Darüber, dass Menschen im Gottesdienst etwa nicht mehr wüssten, wann sie aufstehen oder sich hinknien müssten, verärgere ihn seit Jahrzehnten nicht mehr. "Die Leute, die kommen, die erwarten etwas und die dürfen auch etwas erwarten." Von den regelmäßigen Gottesdienstbesuchern brauche es dabei ein Stück Toleranz und Willkommenskultur.

Die Kirche leiste nicht nur im karitativen Bereich viel Arbeit, ist Kohlgraf überzeugt. Auch in der spirituellen Begleitung, beispielsweise in der Notfall- oder Internetseelsorge – "wo ganz ganz viele Menschen sich engagieren und wo niemand so gute Arbeit leistet, wie Menschen der Kirche". Gerade beim Thema Missbrauch habe die Kirche allerdings viele Fehler gemacht. Nahezu monatlich bekomme das Bistum Meldungen von Menschen, die in der Vergangenheit Missbrauch durch Kirchenvertreter erlebt hätten. Dass diese Menschen sich meldeten, sei gut. "Ich werde, so Gott will, noch 17 Jahre Bischof von Mainz sein. Das Thema wird uns auch noch 17 Jahre und darüber hinaus beschäftigen."

"Für mich ist Kirche jeder einzelne Getaufte – also auch ich"

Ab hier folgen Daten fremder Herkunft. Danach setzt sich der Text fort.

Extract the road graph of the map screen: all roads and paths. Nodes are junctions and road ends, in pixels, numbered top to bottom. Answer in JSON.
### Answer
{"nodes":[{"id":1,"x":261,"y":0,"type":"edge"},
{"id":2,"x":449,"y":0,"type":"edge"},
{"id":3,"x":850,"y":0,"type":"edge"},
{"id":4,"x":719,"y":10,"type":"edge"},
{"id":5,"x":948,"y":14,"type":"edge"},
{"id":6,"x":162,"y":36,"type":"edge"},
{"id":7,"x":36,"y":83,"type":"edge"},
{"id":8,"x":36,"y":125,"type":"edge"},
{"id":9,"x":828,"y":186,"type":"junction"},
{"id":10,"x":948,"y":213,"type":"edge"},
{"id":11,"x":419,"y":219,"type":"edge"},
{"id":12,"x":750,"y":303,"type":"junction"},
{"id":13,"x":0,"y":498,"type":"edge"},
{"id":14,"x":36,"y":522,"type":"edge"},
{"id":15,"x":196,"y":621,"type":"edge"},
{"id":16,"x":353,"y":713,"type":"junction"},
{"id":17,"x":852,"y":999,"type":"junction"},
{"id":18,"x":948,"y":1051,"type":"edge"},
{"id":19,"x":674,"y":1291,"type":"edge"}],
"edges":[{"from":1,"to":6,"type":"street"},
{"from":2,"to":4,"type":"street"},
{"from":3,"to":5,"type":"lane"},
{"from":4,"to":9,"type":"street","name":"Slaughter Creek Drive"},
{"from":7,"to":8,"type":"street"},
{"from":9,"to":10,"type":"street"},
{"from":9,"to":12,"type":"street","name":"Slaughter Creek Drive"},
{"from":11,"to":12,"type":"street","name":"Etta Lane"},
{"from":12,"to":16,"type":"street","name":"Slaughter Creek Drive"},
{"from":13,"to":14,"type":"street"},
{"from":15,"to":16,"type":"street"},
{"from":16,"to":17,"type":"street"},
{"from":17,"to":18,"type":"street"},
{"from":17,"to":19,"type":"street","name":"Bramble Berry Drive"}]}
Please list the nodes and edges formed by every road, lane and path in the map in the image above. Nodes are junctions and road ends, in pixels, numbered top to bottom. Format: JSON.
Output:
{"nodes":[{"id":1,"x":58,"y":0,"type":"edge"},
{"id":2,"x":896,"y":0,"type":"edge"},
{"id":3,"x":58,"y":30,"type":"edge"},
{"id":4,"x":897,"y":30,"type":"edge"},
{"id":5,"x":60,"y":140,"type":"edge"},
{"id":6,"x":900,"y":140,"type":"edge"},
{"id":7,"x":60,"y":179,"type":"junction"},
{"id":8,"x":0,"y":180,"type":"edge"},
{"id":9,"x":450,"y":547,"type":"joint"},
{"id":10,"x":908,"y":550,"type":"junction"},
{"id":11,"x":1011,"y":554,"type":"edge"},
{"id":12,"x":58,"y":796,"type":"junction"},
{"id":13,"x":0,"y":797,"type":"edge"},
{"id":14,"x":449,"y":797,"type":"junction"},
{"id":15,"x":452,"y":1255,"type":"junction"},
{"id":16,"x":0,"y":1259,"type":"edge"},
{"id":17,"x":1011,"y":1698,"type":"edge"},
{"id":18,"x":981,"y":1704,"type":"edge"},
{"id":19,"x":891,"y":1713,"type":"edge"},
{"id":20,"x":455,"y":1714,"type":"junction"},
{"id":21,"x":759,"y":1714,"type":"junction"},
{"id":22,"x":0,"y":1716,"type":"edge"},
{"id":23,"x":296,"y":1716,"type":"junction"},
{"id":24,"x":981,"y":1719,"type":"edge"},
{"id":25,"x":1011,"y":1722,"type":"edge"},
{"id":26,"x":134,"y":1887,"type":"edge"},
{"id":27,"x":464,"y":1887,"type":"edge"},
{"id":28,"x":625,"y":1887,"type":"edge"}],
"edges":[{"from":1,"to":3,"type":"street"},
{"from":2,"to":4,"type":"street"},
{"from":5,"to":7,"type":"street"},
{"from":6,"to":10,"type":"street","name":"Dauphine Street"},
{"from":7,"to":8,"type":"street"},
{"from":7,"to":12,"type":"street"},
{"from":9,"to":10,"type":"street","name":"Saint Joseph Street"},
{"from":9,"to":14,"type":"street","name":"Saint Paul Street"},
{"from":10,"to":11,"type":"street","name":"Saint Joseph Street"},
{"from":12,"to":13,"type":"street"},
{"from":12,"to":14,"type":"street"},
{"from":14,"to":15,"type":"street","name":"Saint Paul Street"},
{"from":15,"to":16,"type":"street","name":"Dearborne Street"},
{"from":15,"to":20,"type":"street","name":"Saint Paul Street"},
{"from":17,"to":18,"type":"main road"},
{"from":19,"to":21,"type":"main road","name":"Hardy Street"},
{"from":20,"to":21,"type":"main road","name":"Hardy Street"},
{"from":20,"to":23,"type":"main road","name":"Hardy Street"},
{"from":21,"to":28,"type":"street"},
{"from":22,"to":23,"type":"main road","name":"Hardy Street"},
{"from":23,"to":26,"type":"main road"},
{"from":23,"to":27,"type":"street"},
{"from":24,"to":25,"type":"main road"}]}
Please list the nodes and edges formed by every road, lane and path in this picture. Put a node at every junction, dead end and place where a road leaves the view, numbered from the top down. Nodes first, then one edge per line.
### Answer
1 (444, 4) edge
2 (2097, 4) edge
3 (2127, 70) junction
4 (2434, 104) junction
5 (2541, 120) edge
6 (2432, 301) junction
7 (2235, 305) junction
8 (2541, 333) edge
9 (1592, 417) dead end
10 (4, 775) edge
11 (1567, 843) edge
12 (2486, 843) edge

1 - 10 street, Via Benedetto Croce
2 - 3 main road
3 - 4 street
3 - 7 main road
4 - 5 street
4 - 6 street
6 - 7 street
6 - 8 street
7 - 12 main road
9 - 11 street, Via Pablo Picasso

Im Podcast "Lebensfragen" sprechen Kohlgraf und die Journalistin Anja Schneider einmal im Monat mit einem Gast. Gesprächspartner in der aktuellen Folge ist Journalist Tobias Haberl. Er hat das Buch "Unter Heiden. Warum ich trotzdem Christ bleibe" geschrieben und reflektiert darin seine Erfahrungen als Katholik in einer zunehmend säkularen Gesellschaft. Haberl bekannte im Gespräch, dass er in seiner Arbeit für die "Süddeutsche Zeitung" und auch im Freundes- und Bekanntenkreis häufig ein Unverständnis darüber, wie man "immer noch in der Kirche" sein könne. "Ich lebe praktisch in einem Milieu, in dem es vollkommen normal ist, ein Silence-Retreat in einem buddhistischen Kloster in Asien zu machen", sagte Haberl. "Aber wenn man sagt, man geht am Sonntag um 10 Uhr gerne in die Messe, weil man sich gehalten fühlt, weil einem die Sakramente wichtig sind, verstehen viele Leute die Welt nicht mehr."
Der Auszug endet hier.